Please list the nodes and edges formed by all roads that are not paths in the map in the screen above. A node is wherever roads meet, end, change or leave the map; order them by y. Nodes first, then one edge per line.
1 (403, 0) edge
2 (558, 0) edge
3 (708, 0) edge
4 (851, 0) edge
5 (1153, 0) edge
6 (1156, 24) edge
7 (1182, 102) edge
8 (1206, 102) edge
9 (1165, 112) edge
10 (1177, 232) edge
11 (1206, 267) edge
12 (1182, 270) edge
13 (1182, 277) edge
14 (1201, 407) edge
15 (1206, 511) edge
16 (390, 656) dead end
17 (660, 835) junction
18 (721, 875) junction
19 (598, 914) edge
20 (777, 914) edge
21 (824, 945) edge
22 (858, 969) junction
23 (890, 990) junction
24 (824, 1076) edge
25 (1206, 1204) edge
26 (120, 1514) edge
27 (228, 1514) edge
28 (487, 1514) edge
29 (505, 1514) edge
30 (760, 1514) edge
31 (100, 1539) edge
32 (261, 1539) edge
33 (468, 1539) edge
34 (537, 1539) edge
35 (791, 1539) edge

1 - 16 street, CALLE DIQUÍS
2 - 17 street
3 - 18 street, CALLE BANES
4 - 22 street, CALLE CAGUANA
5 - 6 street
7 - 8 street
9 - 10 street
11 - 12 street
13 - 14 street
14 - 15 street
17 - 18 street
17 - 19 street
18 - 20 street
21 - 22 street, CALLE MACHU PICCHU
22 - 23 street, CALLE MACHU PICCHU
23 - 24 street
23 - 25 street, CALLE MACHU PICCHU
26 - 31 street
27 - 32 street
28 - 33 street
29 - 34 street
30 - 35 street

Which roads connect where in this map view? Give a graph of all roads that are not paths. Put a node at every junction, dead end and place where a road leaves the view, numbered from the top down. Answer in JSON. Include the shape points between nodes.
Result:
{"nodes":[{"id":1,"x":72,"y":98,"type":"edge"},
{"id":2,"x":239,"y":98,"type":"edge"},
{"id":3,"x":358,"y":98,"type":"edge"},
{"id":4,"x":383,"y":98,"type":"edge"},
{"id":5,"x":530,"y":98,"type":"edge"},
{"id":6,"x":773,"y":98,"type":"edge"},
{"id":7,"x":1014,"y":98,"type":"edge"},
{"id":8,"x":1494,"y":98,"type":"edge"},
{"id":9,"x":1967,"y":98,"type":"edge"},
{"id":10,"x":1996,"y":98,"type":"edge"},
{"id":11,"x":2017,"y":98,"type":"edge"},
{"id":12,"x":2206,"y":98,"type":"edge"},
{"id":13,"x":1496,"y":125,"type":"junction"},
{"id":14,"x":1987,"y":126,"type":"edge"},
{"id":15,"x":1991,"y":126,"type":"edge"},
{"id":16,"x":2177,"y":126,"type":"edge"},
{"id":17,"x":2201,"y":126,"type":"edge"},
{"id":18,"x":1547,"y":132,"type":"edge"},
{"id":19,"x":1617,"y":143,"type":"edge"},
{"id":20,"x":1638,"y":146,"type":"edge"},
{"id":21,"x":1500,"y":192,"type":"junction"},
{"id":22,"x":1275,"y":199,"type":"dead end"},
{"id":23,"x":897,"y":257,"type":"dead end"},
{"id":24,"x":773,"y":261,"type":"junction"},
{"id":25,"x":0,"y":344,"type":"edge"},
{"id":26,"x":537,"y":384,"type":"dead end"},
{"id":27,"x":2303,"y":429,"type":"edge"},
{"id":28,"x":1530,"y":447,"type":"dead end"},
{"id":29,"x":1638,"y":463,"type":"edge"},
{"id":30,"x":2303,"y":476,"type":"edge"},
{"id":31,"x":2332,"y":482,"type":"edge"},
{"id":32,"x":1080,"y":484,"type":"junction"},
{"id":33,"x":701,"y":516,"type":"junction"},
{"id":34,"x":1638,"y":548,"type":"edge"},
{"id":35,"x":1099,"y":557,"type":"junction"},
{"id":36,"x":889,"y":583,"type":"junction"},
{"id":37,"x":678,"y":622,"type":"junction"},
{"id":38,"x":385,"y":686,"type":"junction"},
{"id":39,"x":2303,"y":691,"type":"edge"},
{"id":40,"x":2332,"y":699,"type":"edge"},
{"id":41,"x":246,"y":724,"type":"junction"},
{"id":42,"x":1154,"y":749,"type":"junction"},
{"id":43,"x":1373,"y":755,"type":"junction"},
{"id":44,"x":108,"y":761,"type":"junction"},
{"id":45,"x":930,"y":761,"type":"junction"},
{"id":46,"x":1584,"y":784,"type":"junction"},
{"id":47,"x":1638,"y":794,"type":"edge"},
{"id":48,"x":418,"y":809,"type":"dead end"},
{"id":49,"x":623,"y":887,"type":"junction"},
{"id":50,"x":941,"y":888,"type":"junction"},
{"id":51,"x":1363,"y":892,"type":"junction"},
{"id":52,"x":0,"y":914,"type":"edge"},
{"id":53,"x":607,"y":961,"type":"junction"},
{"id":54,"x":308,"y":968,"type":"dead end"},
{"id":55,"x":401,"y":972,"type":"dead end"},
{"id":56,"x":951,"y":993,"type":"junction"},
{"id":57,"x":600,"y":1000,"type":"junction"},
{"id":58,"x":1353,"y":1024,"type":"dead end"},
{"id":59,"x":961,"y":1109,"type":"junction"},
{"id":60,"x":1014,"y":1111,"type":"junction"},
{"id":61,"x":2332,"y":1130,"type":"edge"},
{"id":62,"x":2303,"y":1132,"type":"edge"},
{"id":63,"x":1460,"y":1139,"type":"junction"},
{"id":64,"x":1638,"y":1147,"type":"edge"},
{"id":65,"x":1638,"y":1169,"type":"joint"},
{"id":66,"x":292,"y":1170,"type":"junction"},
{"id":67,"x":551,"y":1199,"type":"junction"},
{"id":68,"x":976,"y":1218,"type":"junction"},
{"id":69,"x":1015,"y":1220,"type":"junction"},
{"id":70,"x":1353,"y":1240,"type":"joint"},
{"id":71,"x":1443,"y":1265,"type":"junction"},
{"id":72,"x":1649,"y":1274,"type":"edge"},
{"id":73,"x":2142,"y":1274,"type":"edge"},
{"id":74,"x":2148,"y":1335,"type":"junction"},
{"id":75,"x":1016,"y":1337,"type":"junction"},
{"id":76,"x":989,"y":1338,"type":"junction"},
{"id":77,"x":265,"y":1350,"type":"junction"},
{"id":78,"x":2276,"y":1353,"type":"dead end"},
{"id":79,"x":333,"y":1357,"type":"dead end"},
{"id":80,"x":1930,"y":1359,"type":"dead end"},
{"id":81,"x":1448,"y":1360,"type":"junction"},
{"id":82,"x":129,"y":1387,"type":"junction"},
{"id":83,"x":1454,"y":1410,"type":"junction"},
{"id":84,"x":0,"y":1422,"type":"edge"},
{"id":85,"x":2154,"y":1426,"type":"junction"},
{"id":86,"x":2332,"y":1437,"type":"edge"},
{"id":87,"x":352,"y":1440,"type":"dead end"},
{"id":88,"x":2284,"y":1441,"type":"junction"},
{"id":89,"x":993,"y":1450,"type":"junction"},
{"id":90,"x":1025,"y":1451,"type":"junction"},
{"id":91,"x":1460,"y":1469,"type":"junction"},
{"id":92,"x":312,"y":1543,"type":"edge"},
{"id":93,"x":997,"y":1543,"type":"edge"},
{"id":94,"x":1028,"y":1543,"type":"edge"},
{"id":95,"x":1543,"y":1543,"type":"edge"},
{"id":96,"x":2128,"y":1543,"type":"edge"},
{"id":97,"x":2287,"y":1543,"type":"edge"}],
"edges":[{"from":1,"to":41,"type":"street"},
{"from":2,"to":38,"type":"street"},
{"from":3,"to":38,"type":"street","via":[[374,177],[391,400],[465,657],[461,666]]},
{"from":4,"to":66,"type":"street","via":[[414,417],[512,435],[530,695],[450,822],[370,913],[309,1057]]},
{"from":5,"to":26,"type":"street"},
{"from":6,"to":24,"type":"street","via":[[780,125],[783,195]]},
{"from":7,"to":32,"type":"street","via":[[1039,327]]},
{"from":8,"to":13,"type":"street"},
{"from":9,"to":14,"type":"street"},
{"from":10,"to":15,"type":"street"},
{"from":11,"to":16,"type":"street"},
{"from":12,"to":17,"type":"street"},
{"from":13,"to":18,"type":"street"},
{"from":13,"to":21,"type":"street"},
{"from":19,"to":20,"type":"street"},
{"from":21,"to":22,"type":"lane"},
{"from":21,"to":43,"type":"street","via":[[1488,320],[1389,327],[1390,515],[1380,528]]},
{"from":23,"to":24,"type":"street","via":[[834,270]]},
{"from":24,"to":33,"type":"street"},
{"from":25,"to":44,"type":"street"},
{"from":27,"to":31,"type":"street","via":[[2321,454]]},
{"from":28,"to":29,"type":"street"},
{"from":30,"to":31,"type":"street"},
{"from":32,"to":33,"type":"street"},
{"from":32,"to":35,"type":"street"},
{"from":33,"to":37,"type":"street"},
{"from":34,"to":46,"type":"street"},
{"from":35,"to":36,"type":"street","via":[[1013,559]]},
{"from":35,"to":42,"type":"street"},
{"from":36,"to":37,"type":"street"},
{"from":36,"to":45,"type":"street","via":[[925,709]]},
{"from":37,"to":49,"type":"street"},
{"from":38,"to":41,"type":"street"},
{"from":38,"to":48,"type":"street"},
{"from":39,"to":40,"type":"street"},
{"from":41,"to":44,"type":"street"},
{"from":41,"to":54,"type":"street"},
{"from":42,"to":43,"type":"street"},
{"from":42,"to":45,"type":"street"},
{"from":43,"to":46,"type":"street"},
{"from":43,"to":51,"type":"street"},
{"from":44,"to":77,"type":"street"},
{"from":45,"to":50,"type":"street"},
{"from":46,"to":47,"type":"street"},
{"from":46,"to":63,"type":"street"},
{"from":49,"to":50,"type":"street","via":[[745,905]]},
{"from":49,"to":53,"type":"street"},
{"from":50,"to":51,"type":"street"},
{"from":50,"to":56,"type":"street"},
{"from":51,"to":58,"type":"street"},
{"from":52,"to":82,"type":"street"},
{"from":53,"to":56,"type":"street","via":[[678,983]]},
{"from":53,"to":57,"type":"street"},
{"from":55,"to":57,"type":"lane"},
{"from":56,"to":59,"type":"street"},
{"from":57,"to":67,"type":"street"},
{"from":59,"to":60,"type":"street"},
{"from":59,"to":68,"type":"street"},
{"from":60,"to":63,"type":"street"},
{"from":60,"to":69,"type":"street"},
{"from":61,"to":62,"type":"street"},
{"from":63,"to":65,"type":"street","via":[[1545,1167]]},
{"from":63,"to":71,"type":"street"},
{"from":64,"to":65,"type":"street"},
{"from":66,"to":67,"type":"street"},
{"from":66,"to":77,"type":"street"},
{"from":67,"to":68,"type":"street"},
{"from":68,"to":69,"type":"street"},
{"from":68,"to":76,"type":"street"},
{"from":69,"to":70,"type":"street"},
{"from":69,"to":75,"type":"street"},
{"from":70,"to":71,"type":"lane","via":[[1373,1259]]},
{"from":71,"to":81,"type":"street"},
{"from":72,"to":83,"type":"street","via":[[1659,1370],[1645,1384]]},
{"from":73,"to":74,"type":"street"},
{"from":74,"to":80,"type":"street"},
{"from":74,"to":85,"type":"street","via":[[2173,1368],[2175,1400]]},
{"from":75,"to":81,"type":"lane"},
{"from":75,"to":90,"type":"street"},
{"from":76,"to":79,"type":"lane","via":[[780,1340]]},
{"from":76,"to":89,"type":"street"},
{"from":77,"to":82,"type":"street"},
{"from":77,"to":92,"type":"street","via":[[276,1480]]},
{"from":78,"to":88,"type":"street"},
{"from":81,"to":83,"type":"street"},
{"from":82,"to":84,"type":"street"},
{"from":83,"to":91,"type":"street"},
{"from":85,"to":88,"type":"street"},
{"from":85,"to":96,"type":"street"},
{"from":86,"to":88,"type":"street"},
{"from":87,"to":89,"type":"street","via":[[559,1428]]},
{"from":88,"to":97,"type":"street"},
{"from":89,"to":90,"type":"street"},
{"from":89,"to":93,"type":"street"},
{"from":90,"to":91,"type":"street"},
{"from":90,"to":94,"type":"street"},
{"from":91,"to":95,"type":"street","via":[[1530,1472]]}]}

Activity: Every line in the data above that contains "lane" needs to be copied.

Expected answer:
{"from":21,"to":22,"type":"lane"},
{"from":55,"to":57,"type":"lane"},
{"from":70,"to":71,"type":"lane","via":[[1373,1259]]},
{"from":75,"to":81,"type":"lane"},
{"from":76,"to":79,"type":"lane","via":[[780,1340]]},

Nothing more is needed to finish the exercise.